PathBench is a Python package designed to facilitate benchmarking, experimentation, and optimization of Multiple Instance Learning (MIL) for computational histopathology. It provides tools for conducting experiments, evaluating performance, visualizing results, and optimizing hyperparameters. PathBench is built on top of the excellent SlideFlow package for handling Whole Slide images and integrates Optuna for hyperparameter optimization. PathBench is useful for researchers aiming to benchmarking different pipeline parameters / models for use in their subdomain (in which case the benchmark mode is more suitable) and users starting a Computational Pathology project and wanting to find a suitable pipeline architecture (in which case the optimization mode is more suitable).
PathBench operates in two modes: Benchmark-mode and Optimization-mode. Benchmark mode takes in different options for the computational pipeline (e.g. normalization methods, feature extractors) and benchmarks all possible combinations, outputting a performance table sorted on mode performance. Optimization mode simply aims to find the optimal set of computational pipeline hyperparameters to optimize a set performance objective, it will not test all possible combinations.
One can use PathBench for binary classification, multiclass classification, regression and survival predicition problems.
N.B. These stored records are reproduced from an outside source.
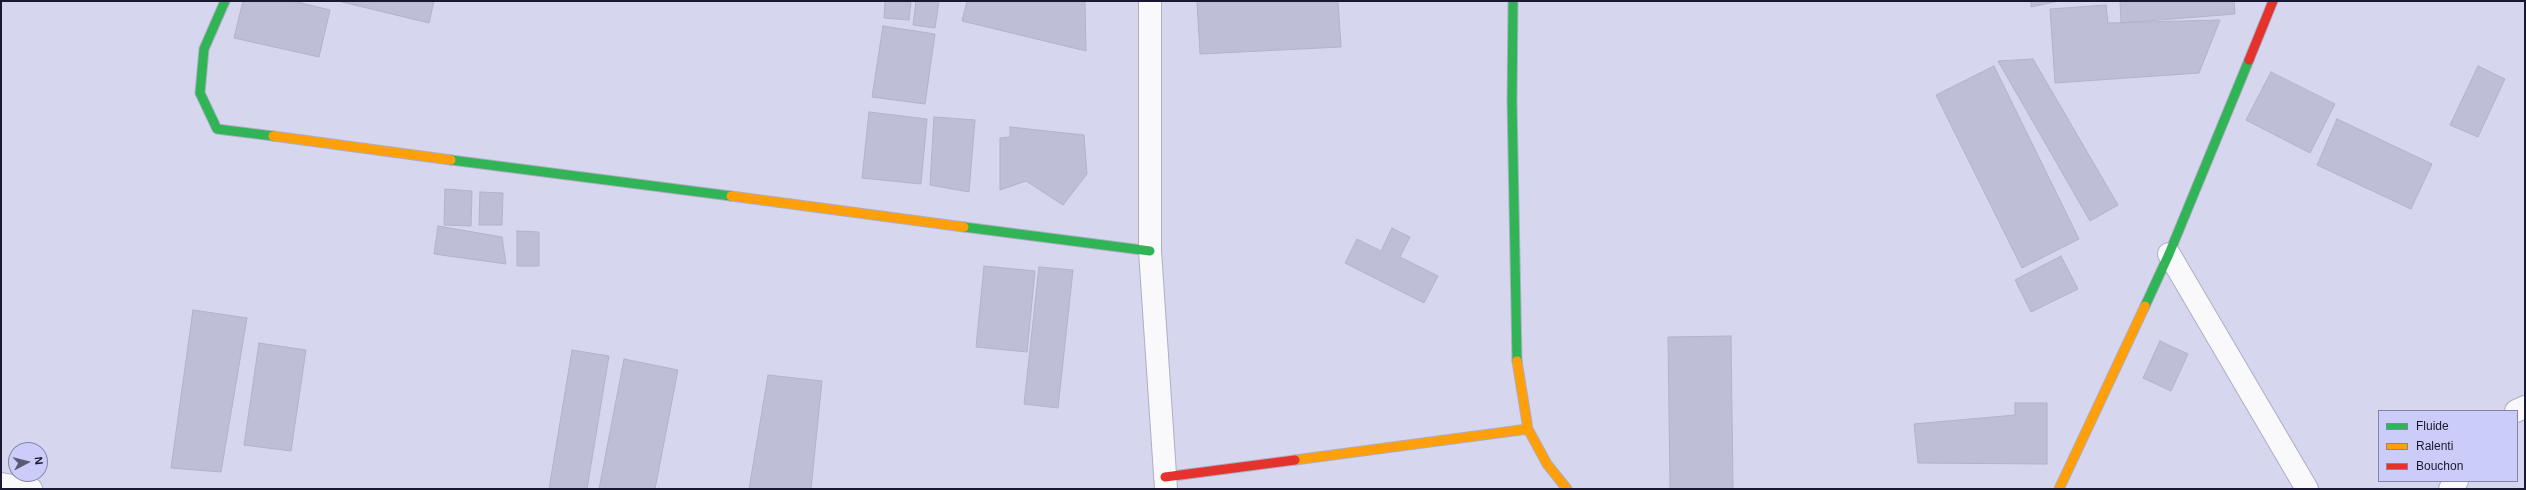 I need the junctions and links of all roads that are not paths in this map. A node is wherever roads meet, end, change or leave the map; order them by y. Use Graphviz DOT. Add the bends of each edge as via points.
graph roads {
  1 [pos="225,1"];
  2 [pos="1150,1"];
  3 [pos="1513,1"];
  4 [pos="2273,1"];
  5 [pos="1150,251"];
  6 [pos="2168,254"];
  7 [pos="1528,429"];
  8 [pos="1165,483"];
  9 [pos="1,484"];
  10 [pos="31,489"];
  11 [pos="1567,489"];
  12 [pos="2060,489"];
  13 [pos="2308,489"];
  1 -- 5 [label="street" via="204,49 200,93 217,129"];
  2 -- 5 [label="street"];
  3 -- 7 [label="street" via="1512,101 1517,359"];
  4 -- 6 [label="street"];
  5 -- 8 [label="street"];
  6 -- 12 [label="street"];
  6 -- 13 [label="street"];
  7 -- 8 [label="street"];
  7 -- 11 [label="street" via="1547,464"];
  9 -- 10 [label="street"];
}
Multiple datasets can be integrated into a single experiment to allowing for training or testing on different data sources. All user parameters are captured in a single .yaml file.
The output of benchmarking experiments can be loaded into a plotly-based visualization app for further investigation. We also provide a pipeline which calculates the semantic feature similarity between feature bags which can then be used to build model ensembles.
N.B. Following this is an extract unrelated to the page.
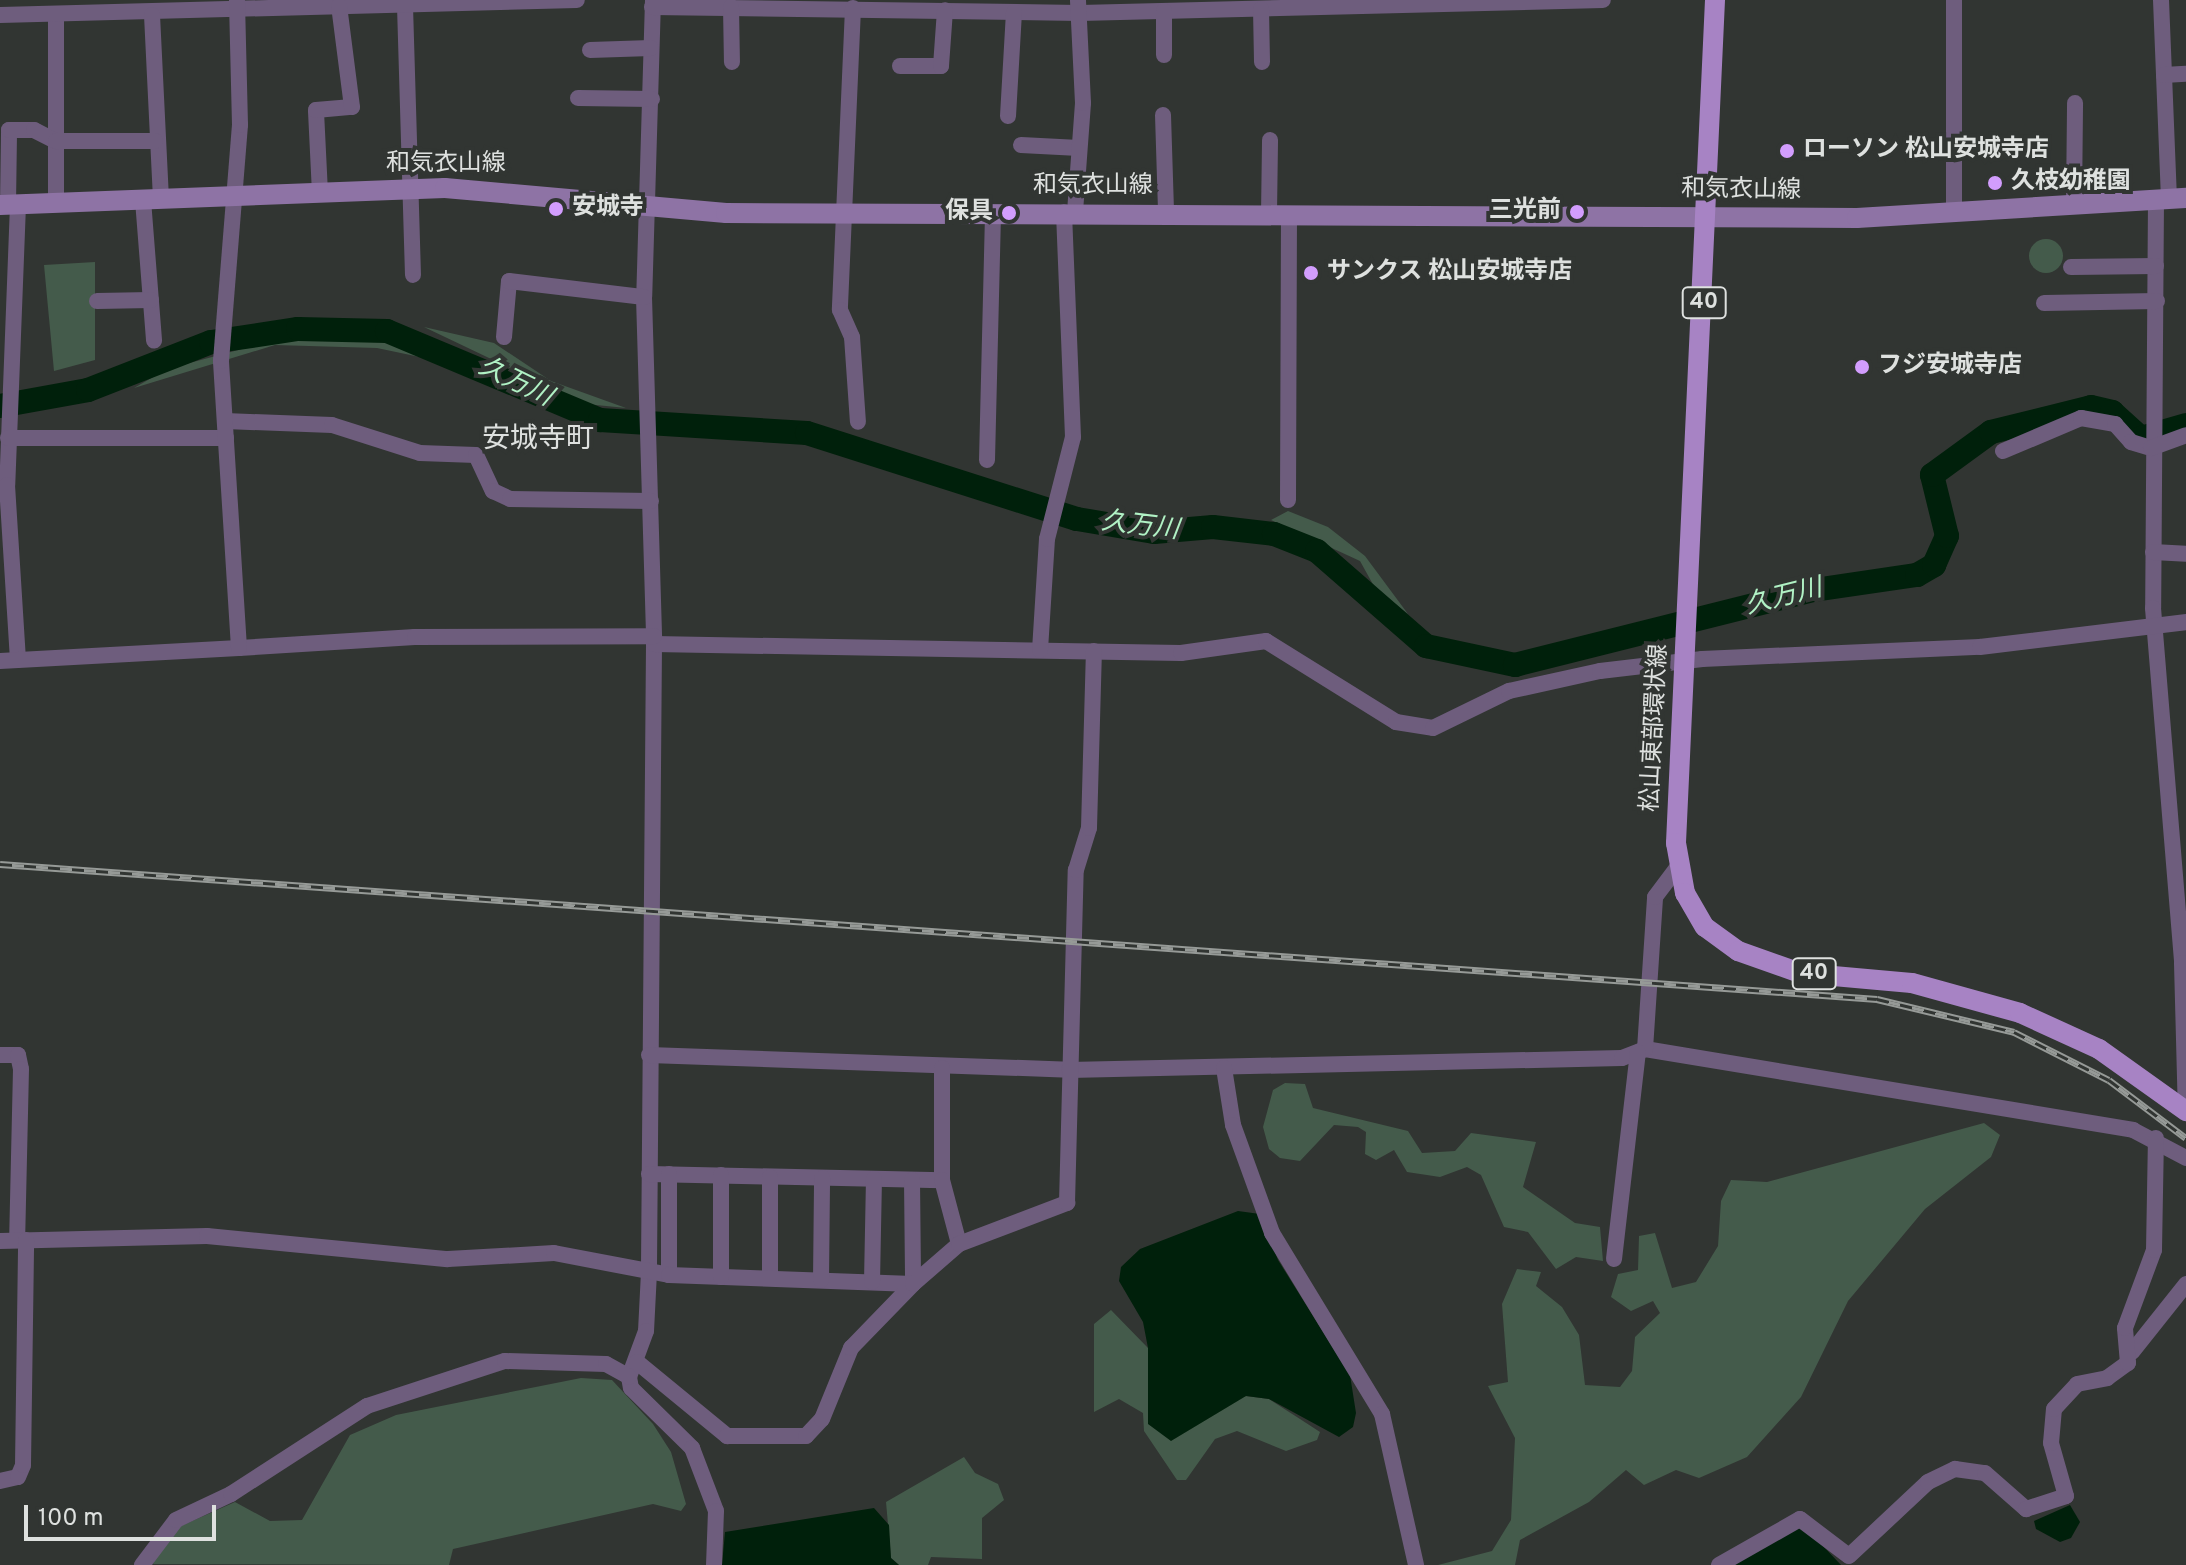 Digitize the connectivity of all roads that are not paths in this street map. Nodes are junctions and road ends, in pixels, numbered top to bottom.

PathBench is being developed at the Leiden University Medical Center: Department of Pathology.
- Lead Developer: Siemen Brussee
- Developers:
PathBench's documentation is available here
- Python >= 3.9
- Git
-
Clone the Repository:
git clone --recurse_submodules https://github.com/sbrussee/PathBench-MIL.git cd PathBench-MIL -
Run
setup_pathbench.py:Run the existing script to set up the virtual environment and install necessary tools.
python setup_pathbench.py
This script will:
- Create a virtual environment named
pathbench_env. - Upgrade
pipand installsetuptools,wheel, andversioneer.
- Create a virtual environment named
-
Activate the Virtual Environment:
- macOS/Linux:
source pathbench_env/bin/activate - Windows:
pathbench_env\Scripts\activate
- macOS/Linux:
-
Install
slideflowPackage:Navigate to the
slideflow_forkdirectory and install it:cd ../slideflow_fork pip install -e .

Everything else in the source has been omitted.